Based on medically sound advice, faith, hope and self control, "the Serpent Beguiled Me and I Ate" begins by delivering us from temptation with "The Seven Lessons", an enlightening exploration of the use of food in the Bible and how it affects our eating habits today. Then with whit and divine common sense, the volume provides "The Ten Commandments of Good Nutrition"---Reverend Dumke's own covenant of careful consumption (with an Eleventh Commandment for chocolate sinners!)

"Reverend Dumke's book is a unique and definitive contribution to diet, nutrition and total health"

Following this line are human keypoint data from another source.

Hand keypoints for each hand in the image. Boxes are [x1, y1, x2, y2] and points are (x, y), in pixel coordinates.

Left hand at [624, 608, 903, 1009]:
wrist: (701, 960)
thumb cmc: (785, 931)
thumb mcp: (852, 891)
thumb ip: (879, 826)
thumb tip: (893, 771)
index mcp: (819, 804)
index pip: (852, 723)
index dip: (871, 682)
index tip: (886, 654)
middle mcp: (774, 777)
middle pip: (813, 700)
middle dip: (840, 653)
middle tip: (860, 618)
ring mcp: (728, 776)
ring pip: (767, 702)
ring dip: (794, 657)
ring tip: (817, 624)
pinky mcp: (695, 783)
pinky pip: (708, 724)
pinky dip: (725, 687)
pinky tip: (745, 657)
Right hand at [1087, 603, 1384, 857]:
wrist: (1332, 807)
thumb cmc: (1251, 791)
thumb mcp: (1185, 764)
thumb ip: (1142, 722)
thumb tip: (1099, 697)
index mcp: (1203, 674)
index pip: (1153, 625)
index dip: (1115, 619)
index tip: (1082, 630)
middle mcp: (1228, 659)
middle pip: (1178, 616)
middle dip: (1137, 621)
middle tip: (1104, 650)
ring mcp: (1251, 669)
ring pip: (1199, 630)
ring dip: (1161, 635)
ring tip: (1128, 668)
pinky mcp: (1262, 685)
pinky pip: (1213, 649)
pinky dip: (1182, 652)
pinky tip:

-Seymour m Farber, Vice Chancellor Emeritus,

University of California Medical Center

"The Serpent Beguiled Me and I Ate" is a sane spiritual exercise. The book's recipe shrewdly blends honesty, self examination, fact, practicality, humor and Bible lore and more than a dash of sound theology."

-Bishop Frederick Borsch

"This book is a delight. the author has called upon a rich resource of biblical quotations to inform and entertain as he shows us much in a fresh light about Hebrew and Christian awareness of food and drink."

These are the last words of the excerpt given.